Sum and Product of Infinite Radicals

Solution 1:

$$\sqrt{1+\sqrt{2+\sqrt{3+\sqrt{4+\cdots}}}}=C$$

Where $C \approx 1.7579$ (OEIS A072449) is the nested radical constant. No closed form of this constant is known.

$$\sqrt{1\sqrt{2\sqrt{3\sqrt{4\cdots}}}}=\sigma$$

where $\sigma \approx 1.6616$ (OEIS A112302) is Somos's Quadratic Recurrence Constant.
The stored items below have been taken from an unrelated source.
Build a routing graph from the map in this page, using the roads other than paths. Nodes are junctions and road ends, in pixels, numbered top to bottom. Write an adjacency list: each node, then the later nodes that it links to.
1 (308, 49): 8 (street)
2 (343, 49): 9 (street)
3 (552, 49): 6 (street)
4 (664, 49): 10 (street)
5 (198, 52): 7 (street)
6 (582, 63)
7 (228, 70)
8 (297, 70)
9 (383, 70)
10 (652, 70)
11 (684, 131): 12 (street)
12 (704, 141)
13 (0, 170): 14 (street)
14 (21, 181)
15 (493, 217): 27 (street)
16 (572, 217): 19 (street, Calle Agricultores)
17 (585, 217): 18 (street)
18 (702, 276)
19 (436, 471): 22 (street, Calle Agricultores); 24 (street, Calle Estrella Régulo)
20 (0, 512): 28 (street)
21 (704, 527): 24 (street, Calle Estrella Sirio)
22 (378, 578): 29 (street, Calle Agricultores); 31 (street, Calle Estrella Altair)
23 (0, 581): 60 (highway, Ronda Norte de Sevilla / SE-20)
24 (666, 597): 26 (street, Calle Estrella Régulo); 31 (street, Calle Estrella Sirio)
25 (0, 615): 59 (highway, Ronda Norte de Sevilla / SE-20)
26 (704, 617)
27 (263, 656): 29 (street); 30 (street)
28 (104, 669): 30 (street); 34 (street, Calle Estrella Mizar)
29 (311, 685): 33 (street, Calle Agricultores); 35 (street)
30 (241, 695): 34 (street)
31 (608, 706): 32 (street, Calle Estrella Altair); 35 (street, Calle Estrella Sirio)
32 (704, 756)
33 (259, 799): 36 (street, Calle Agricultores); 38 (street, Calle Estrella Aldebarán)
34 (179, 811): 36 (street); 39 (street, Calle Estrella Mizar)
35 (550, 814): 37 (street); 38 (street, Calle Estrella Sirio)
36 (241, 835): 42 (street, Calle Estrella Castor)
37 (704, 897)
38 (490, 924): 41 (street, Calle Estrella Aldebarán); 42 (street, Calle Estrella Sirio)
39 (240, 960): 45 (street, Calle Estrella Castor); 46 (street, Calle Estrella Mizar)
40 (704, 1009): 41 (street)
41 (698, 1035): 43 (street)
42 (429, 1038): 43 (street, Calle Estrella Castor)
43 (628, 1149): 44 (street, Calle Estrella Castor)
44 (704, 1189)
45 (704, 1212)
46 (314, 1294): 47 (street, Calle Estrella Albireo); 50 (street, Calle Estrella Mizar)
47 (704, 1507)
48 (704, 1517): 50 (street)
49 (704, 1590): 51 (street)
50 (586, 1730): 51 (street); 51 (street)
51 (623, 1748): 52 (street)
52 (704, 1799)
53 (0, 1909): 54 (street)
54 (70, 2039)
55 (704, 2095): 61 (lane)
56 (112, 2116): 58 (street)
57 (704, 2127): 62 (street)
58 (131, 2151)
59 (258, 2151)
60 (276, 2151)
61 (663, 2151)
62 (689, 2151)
$\sigma$ has an alternate form (I hesitate to call it a "closed form") of $$\sigma = \exp\left[-2^n \frac{\partial \operatorname{Li_n\left(\frac{1}{2}\right)}}{\partial n}\bigg|_{n=0}+\frac{1}{2} \frac{\partial \Phi\left(\frac{1}{2},s,n+1\right)}{\partial s}\bigg|_{s=0}\right]$$

where $\operatorname{Li}_n(z) = \sum^\infty_{n=1} \frac{z^k}{k^n}$ is the polylogarithm and $\Phi(z,s,a)=\sum_{k=0}^\infty \frac{z^k}{(a+k)^s}$ is the Lerch transcendent, and

$$\sigma = \exp\left[\int_0^1 \frac{1-x}{(x-2)\log x}\, \mathrm{d}x\right]$$

Solution 2:

For the first:

Well, if it converges, we may compute its logarithm. Thus, $\log x = \sum_{k=1}^\infty \frac{\log k}{2^k}$ Now, looking at this, it is evident that this actually DO converge, (the numerators are eventually dominated by $1.5^k$ so $\log x < K + \sum_{k=1}^\infty \frac{1.5^k}{2^k}$ for some finite constant $K.$ Now, this sum is geometric and converges).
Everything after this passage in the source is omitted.